◆ YOUR GOAL
Here are records with pictures in them. Copy all of them exactly and leave the pictures out.

◆ TASK INPUTS

▬▬▬▬▬▬▬▬▬▬

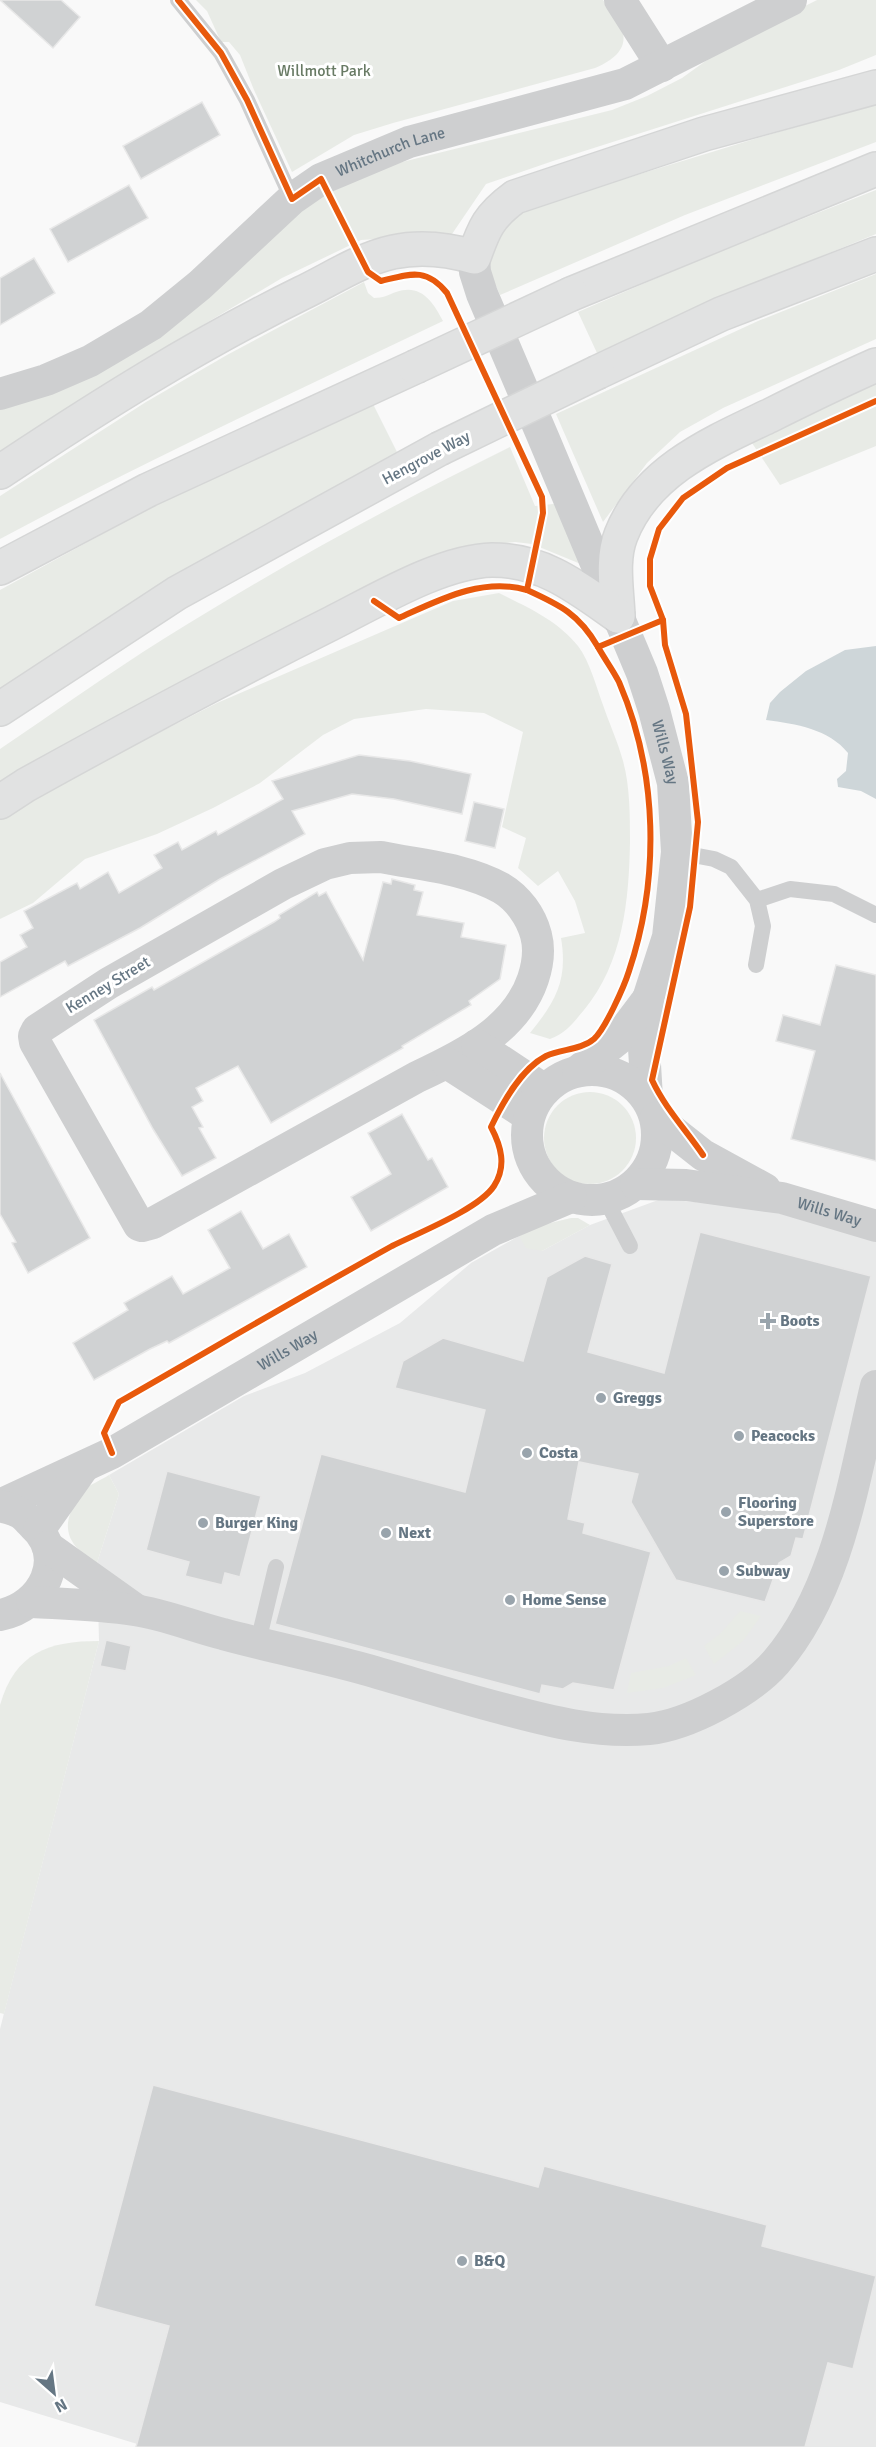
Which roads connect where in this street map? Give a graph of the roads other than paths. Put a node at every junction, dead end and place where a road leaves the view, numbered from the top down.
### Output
1 (178, 0) edge
2 (620, 0) edge
3 (791, 0) edge
4 (663, 66) junction
5 (876, 87) edge
6 (876, 169) edge
7 (292, 199) junction
8 (876, 254) edge
9 (474, 257) junction
10 (876, 364) edge
11 (0, 394) edge
12 (0, 472) edge
13 (0, 568) edge
14 (618, 616) junction
15 (0, 709) edge
16 (0, 802) edge
17 (677, 852) junction
18 (757, 900) junction
19 (876, 915) edge
20 (756, 965) dead end
21 (648, 999) junction
22 (477, 1045) junction
23 (447, 1063) junction
24 (578, 1071) junction
25 (545, 1089) junction
26 (652, 1108) junction
27 (529, 1116) junction
28 (537, 1171) junction
29 (636, 1184) junction
30 (571, 1197) junction
31 (782, 1198) junction
32 (606, 1200) junction
33 (876, 1226) edge
34 (493, 1230) junction
35 (630, 1246) dead end
36 (876, 1386) edge
37 (83, 1468) junction
38 (0, 1506) edge
39 (44, 1539) junction
40 (276, 1568) dead end
41 (32, 1602) junction
42 (136, 1610) junction
43 (0, 1615) edge
44 (258, 1642) junction

1 - 7 lane
2 - 4 street
3 - 4 street, Whitchurch Lane
4 - 7 street, Whitchurch Lane
5 - 9 highway
6 - 13 highway, bridge
7 - 11 street, Whitchurch Lane
8 - 15 highway, Hengrove Way, bridge
9 - 12 highway
9 - 14 street, Wills Way
10 - 14 highway
14 - 16 highway
14 - 17 street, Wills Way
17 - 18 lane
17 - 21 street, Wills Way
18 - 19 lane
18 - 20 lane
21 - 24 street, Wills Way
21 - 26 street, Wills Way
22 - 23 street, Kenney Street
22 - 23 street, Kenney Street
22 - 25 street
23 - 27 street
24 - 25 street, Wills Way
24 - 26 street, Wills Way
25 - 27 street, Wills Way
26 - 29 street, Wills Way
26 - 31 street, Wills Way
27 - 28 street, Wills Way
28 - 30 street, Wills Way
28 - 34 street, Wills Way
29 - 31 street, Wills Way
29 - 32 street, Wills Way
30 - 32 street, Wills Way
30 - 34 street, Wills Way
31 - 33 street, Wills Way
32 - 35 lane
34 - 37 street, Wills Way
36 - 44 street
37 - 38 street, Wills Way
37 - 39 street, Wills Way
38 - 39 street
39 - 41 street
39 - 42 street
40 - 44 lane
41 - 42 street
41 - 43 street
42 - 44 street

▬▬▬▬▬▬▬▬▬▬

◆ YOUR SOLUTION
Which roads connect where in this street map? Give a graph of the roads other than paths. Put a node at every junction, dead end and place where a road leaves the view, numbered from the top down.
### Output
1 (178, 0) edge
2 (620, 0) edge
3 (791, 0) edge
4 (663, 66) junction
5 (876, 87) edge
6 (876, 169) edge
7 (292, 199) junction
8 (876, 254) edge
9 (474, 257) junction
10 (876, 364) edge
11 (0, 394) edge
12 (0, 472) edge
13 (0, 568) edge
14 (618, 616) junction
15 (0, 709) edge
16 (0, 802) edge
17 (677, 852) junction
18 (757, 900) junction
19 (876, 915) edge
20 (756, 965) dead end
21 (648, 999) junction
22 (477, 1045) junction
23 (447, 1063) junction
24 (578, 1071) junction
25 (545, 1089) junction
26 (652, 1108) junction
27 (529, 1116) junction
28 (537, 1171) junction
29 (636, 1184) junction
30 (571, 1197) junction
31 (782, 1198) junction
32 (606, 1200) junction
33 (876, 1226) edge
34 (493, 1230) junction
35 (630, 1246) dead end
36 (876, 1386) edge
37 (83, 1468) junction
38 (0, 1506) edge
39 (44, 1539) junction
40 (276, 1568) dead end
41 (32, 1602) junction
42 (136, 1610) junction
43 (0, 1615) edge
44 (258, 1642) junction

1 - 7 lane
2 - 4 street
3 - 4 street, Whitchurch Lane
4 - 7 street, Whitchurch Lane
5 - 9 highway
6 - 13 highway, bridge
7 - 11 street, Whitchurch Lane
8 - 15 highway, Hengrove Way, bridge
9 - 12 highway
9 - 14 street, Wills Way
10 - 14 highway
14 - 16 highway
14 - 17 street, Wills Way
17 - 18 lane
17 - 21 street, Wills Way
18 - 19 lane
18 - 20 lane
21 - 24 street, Wills Way
21 - 26 street, Wills Way
22 - 23 street, Kenney Street
22 - 23 street, Kenney Street
22 - 25 street
23 - 27 street
24 - 25 street, Wills Way
24 - 26 street, Wills Way
25 - 27 street, Wills Way
26 - 29 street, Wills Way
26 - 31 street, Wills Way
27 - 28 street, Wills Way
28 - 30 street, Wills Way
28 - 34 street, Wills Way
29 - 31 street, Wills Way
29 - 32 street, Wills Way
30 - 32 street, Wills Way
30 - 34 street, Wills Way
31 - 33 street, Wills Way
32 - 35 lane
34 - 37 street, Wills Way
36 - 44 street
37 - 38 street, Wills Way
37 - 39 street, Wills Way
38 - 39 street
39 - 41 street
39 - 42 street
40 - 44 lane
41 - 42 street
41 - 43 street
42 - 44 street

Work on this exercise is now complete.